Air NZ also allows you to purchase a ‘Sky Couch’ Upgrade – that means you get a row of three seats all to yourself, and with a couple of minor adjustments, a bed to sleep in for your travel. The issue with this is the cost: It’s prohibitive at about $1500 NZD on top of your $1000 to $1500 fare, but if you have the money, its well worth it for night or red-eye flights. Be warned that Skycouch is about $1500 PER FLIGHT, meaning around $3000 extra if you have connecting to another Air New Zealand flight. Again, the cost is prohibitive.

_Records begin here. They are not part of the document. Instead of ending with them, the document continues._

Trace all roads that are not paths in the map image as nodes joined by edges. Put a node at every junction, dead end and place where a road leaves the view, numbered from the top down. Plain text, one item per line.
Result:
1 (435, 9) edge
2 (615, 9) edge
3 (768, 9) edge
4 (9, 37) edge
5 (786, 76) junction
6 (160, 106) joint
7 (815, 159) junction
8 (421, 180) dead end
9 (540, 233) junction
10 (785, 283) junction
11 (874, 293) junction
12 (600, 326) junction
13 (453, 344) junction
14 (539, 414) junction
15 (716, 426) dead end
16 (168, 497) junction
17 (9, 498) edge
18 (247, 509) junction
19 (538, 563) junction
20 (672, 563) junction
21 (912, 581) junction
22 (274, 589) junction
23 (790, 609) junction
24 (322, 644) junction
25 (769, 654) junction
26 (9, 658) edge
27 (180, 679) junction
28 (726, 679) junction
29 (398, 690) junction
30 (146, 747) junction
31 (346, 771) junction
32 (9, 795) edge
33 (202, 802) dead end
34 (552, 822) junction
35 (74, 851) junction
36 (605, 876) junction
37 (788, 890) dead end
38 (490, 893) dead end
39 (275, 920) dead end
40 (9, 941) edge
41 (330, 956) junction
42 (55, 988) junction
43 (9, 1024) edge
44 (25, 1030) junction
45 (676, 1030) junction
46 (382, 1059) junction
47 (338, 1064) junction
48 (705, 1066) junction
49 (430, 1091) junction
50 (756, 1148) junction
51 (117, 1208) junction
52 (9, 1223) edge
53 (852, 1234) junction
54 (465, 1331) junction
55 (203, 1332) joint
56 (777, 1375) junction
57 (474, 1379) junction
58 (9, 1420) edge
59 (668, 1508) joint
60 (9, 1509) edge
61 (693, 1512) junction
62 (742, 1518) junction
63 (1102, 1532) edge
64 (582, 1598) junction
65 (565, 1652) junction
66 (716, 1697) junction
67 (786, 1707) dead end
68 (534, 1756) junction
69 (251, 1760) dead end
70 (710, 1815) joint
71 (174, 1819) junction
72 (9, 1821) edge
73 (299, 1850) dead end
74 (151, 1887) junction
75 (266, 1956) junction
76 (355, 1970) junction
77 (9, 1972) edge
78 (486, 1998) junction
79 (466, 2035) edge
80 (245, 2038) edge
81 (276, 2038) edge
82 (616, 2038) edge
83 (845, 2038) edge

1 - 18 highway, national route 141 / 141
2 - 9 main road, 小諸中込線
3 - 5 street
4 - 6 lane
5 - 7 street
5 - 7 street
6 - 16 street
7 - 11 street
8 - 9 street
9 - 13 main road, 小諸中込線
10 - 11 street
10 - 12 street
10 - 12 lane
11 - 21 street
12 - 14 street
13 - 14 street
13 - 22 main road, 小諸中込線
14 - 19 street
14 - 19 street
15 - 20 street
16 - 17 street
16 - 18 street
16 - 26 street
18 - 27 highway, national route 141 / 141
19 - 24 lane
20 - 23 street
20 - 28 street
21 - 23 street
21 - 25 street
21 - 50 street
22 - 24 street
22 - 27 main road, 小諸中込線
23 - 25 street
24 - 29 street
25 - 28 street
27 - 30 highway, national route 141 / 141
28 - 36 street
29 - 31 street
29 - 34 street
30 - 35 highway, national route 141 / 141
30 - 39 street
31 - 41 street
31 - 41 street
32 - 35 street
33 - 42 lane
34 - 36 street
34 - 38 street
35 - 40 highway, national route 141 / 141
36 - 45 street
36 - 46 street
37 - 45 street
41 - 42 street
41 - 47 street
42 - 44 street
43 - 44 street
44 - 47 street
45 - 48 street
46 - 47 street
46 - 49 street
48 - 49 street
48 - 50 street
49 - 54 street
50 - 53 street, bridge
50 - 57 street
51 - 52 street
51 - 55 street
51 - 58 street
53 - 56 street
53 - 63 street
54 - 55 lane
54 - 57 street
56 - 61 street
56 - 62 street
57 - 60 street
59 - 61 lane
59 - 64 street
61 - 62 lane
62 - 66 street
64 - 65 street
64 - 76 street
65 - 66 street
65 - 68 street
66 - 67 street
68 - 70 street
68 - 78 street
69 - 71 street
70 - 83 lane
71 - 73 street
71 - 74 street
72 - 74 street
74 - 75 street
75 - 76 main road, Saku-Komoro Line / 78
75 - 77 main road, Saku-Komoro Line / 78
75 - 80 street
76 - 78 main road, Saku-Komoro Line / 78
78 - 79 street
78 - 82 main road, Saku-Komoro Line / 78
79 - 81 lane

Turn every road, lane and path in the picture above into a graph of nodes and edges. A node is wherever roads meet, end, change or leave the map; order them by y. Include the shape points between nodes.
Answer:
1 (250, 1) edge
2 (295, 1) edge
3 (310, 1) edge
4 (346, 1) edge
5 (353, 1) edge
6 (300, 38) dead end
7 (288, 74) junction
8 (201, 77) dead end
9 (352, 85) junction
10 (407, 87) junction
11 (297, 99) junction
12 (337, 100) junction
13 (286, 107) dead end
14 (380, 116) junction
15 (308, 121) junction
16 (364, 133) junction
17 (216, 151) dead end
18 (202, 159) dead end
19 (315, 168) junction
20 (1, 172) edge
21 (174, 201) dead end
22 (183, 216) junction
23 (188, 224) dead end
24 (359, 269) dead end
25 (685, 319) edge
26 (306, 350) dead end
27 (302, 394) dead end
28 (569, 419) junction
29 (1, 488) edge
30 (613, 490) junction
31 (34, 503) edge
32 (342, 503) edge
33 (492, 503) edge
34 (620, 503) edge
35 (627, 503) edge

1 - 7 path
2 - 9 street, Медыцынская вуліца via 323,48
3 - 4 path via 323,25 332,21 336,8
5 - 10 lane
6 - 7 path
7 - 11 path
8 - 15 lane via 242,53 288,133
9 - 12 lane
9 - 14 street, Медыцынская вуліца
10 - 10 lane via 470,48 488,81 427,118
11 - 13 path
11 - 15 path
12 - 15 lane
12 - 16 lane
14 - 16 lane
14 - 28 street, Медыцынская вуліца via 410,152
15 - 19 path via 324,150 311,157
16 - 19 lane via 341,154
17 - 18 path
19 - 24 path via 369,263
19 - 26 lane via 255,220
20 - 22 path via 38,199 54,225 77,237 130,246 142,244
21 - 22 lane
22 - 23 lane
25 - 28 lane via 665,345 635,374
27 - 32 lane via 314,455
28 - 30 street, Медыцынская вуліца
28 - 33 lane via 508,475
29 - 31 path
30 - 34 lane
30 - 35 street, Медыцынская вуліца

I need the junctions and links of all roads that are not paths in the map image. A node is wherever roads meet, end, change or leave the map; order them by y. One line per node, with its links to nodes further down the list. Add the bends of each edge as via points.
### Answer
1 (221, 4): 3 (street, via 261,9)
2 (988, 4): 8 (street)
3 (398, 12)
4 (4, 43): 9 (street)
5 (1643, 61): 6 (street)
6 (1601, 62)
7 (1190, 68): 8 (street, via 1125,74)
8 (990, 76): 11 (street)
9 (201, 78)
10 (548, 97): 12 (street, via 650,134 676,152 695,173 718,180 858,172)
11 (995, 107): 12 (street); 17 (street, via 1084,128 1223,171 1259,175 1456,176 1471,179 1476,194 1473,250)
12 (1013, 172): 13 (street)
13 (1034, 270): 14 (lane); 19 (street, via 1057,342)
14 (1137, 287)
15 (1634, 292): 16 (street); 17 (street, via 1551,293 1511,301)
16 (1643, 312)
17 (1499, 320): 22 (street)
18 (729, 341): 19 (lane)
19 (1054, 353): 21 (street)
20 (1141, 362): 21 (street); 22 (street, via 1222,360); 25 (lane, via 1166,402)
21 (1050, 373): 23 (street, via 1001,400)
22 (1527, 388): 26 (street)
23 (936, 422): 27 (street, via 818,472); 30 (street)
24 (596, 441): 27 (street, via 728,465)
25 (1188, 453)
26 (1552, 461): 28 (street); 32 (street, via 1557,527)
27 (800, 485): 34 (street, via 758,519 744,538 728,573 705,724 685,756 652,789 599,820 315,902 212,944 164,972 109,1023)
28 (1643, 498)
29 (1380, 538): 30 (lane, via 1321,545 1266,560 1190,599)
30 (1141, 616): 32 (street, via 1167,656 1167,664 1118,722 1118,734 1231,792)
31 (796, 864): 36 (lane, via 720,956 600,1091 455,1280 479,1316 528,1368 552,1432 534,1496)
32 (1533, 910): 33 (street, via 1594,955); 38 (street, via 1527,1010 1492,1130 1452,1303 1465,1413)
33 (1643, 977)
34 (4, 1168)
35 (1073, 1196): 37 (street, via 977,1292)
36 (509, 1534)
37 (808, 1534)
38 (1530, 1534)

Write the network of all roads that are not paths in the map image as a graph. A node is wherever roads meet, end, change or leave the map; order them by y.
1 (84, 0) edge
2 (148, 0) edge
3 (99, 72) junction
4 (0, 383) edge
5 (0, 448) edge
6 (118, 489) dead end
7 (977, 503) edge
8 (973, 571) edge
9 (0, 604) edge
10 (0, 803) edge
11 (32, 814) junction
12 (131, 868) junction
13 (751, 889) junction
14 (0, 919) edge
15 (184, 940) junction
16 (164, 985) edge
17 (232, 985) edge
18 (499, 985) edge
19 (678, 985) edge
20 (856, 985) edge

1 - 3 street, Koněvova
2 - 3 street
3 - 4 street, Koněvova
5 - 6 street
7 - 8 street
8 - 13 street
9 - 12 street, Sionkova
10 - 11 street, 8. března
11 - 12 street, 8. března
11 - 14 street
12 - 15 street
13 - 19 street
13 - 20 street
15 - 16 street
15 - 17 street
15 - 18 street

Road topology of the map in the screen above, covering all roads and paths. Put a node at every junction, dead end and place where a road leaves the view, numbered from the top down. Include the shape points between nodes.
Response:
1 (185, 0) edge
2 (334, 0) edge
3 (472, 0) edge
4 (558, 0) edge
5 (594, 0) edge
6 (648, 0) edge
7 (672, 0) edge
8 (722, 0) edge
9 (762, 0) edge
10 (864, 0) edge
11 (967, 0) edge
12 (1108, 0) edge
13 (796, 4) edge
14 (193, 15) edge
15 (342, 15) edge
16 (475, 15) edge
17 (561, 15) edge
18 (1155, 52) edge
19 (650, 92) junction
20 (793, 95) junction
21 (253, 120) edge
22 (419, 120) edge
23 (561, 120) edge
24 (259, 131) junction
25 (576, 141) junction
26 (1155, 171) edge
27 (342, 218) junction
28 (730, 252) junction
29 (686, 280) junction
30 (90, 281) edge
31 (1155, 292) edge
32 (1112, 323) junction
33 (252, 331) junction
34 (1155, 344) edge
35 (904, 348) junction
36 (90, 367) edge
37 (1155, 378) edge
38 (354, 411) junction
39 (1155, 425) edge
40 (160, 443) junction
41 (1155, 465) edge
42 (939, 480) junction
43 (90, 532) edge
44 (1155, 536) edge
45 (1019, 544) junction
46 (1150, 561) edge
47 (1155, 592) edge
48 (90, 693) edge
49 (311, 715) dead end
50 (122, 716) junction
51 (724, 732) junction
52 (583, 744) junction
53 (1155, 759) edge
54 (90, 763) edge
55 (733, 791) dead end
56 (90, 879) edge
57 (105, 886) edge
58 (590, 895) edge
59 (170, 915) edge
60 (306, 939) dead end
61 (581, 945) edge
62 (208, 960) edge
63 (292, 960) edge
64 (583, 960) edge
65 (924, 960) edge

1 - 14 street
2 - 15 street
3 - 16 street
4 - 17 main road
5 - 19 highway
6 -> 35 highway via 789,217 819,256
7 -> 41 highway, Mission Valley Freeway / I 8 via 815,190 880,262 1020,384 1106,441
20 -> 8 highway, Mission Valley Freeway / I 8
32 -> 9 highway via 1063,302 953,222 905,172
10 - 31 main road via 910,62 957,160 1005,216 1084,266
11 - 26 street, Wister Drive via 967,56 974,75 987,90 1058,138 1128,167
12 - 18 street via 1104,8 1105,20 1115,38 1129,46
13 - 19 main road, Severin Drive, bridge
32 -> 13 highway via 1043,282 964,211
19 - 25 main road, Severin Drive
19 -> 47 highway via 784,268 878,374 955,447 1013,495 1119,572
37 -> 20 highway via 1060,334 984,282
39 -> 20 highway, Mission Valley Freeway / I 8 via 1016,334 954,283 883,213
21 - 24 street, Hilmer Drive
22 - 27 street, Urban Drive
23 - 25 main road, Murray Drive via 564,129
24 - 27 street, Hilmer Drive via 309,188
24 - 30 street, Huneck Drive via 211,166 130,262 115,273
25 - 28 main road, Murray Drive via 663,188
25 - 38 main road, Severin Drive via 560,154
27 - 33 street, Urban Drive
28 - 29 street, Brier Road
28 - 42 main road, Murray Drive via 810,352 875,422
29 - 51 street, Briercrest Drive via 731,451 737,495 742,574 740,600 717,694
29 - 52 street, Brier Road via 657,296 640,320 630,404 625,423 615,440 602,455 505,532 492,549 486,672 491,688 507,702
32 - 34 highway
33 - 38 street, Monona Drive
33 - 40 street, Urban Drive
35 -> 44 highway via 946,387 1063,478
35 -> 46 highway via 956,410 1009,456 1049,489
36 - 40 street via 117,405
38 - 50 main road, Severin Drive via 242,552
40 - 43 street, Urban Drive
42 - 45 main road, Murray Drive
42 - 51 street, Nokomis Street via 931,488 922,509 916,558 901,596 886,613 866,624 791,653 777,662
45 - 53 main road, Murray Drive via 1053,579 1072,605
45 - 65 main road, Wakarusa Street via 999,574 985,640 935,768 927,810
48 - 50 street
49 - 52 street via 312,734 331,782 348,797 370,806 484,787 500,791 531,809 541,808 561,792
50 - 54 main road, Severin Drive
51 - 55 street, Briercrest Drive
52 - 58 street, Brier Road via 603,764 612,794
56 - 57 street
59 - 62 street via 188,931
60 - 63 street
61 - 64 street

The other classes – Premium Economy and Business – are pricey, starting at around $3000 for Premium and nearly $6000 for Business class, but you are paying for comfort.
I can’t stress this enough – if you are on a night or red-eye flight, spend the extra money for an upgrade. Skycouch is the best way to ensure an upgrade on the cheap, and that will run you just under $3000 NZD if you are flying off-peak, but it is worth it. As a mentioned earlier, day flights aren’t so bad, as long as you are willing to spend a night in a hotel to get some rest in between.
So – Keep hydrated, eat well, pick a good airline, with good flight times, and ensure you have a comfy seat. Seems obvious, but these are all crucial if you want to enjoy your travel around the world!